Material provided: Begin

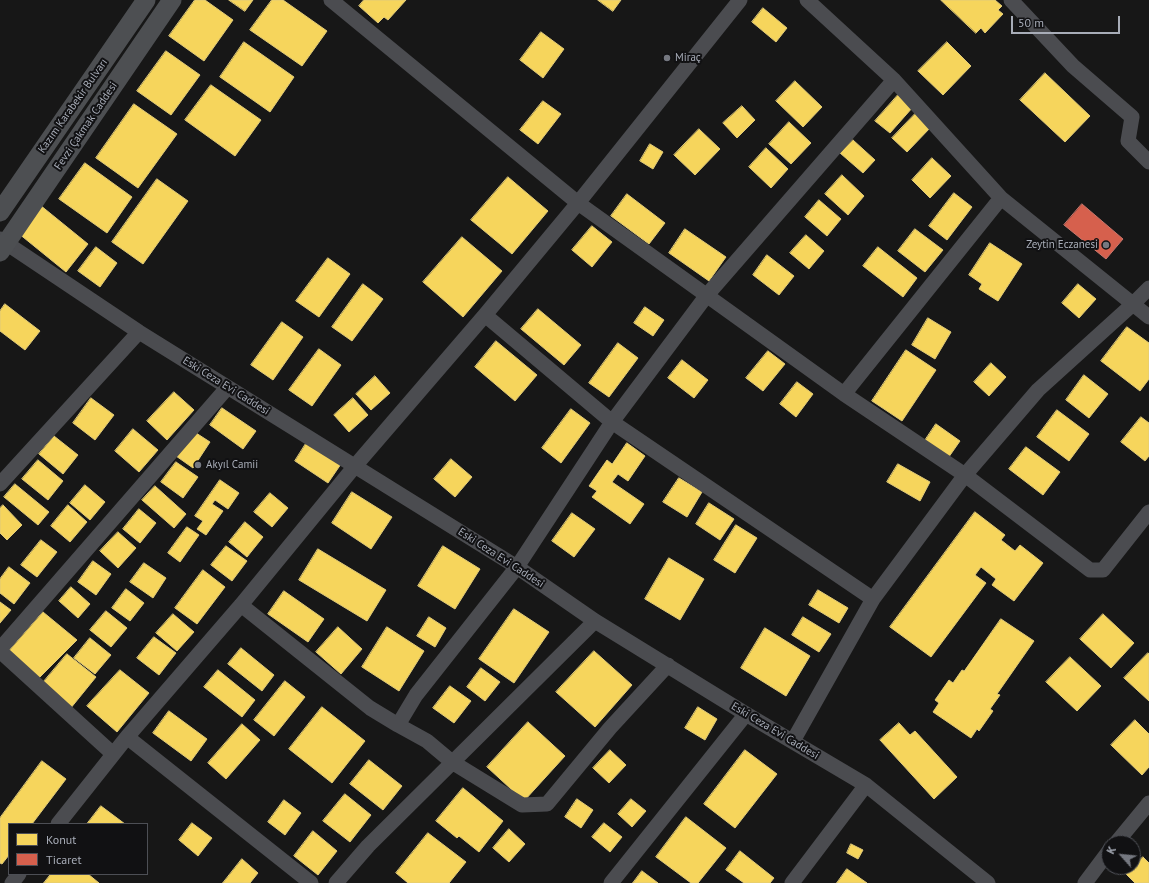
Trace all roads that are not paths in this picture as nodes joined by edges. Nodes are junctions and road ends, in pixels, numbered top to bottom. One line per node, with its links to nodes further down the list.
1 (146, 0): 11 (main road, Kazım Karabekir Bulvarı)
2 (172, 0): 12 (main road, Fevzi Çakmak Caddesi)
3 (740, 0): 10 (street)
4 (807, 0): 7 (street)
5 (1011, 0): 8 (street)
6 (341, 3): 10 (street)
7 (894, 80): 9 (street); 14 (street)
8 (1149, 162)
9 (1001, 198): 15 (street); 20 (street)
10 (578, 203): 14 (street); 16 (street)
11 (0, 212)
12 (2, 245): 18 (street, Eski Ceza Evi Caddesi)
13 (1149, 288): 15 (street)
14 (707, 295): 20 (street); 21 (street)
15 (1134, 304): 17 (street); 23 (street)
16 (485, 316): 21 (street); 22 (street)
17 (1149, 317)
18 (139, 332): 19 (street, Eski Ceza Evi Caddesi); 24 (street)
19 (227, 388): 22 (street, Eski Ceza Evi Caddesi); 30 (street)
20 (844, 394): 23 (street)
21 (612, 422): 26 (street); 27 (street)
22 (355, 466): 26 (street, Eski Ceza Evi Caddesi); 28 (street)
23 (965, 475): 25 (street); 27 (street)
24 (0, 484)
25 (1149, 512)
26 (517, 567): 29 (street, Eski Ceza Evi Caddesi); 33 (street)
27 (873, 598): 35 (street)
28 (241, 605): 33 (street); 34 (street)
29 (595, 621): 31 (street, Eski Ceza Evi Caddesi); 37 (street)
30 (0, 650): 36 (street)
31 (668, 665): 32 (street, Eski Ceza Evi Caddesi); 37 (street)
32 (746, 714): 35 (street, Eski Ceza Evi Caddesi); 47 (street)
33 (398, 725): 37 (street)
34 (127, 737): 36 (street); 45 (street)
35 (793, 741): 38 (street, Eski Ceza Evi Caddesi)
36 (113, 754): 40 (street)
37 (452, 762): 46 (street)
38 (866, 785): 48 (street); 49 (street, Eski Ceza Evi Caddesi)
39 (1149, 803): 41 (street)
40 (59, 823)
41 (1123, 835)
42 (1101, 862): 50 (street)
43 (18, 875): 44 (street)
44 (12, 883)
45 (311, 883)
46 (336, 883)
47 (611, 883)
48 (792, 883)
49 (988, 883)
50 (1085, 883)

Material provided: End

**What to produce:** Wherever the string "Ceza" occurs in the records above, copy that line.

**Answer to this task:**
12 (2, 245): 18 (street, Eski Ceza Evi Caddesi)
18 (139, 332): 19 (street, Eski Ceza Evi Caddesi); 24 (street)
19 (227, 388): 22 (street, Eski Ceza Evi Caddesi); 30 (street)
22 (355, 466): 26 (street, Eski Ceza Evi Caddesi); 28 (street)
26 (517, 567): 29 (street, Eski Ceza Evi Caddesi); 33 (street)
29 (595, 621): 31 (street, Eski Ceza Evi Caddesi); 37 (street)
31 (668, 665): 32 (street, Eski Ceza Evi Caddesi); 37 (street)
32 (746, 714): 35 (street, Eski Ceza Evi Caddesi); 47 (street)
35 (793, 741): 38 (street, Eski Ceza Evi Caddesi)
38 (866, 785): 48 (street); 49 (street, Eski Ceza Evi Caddesi)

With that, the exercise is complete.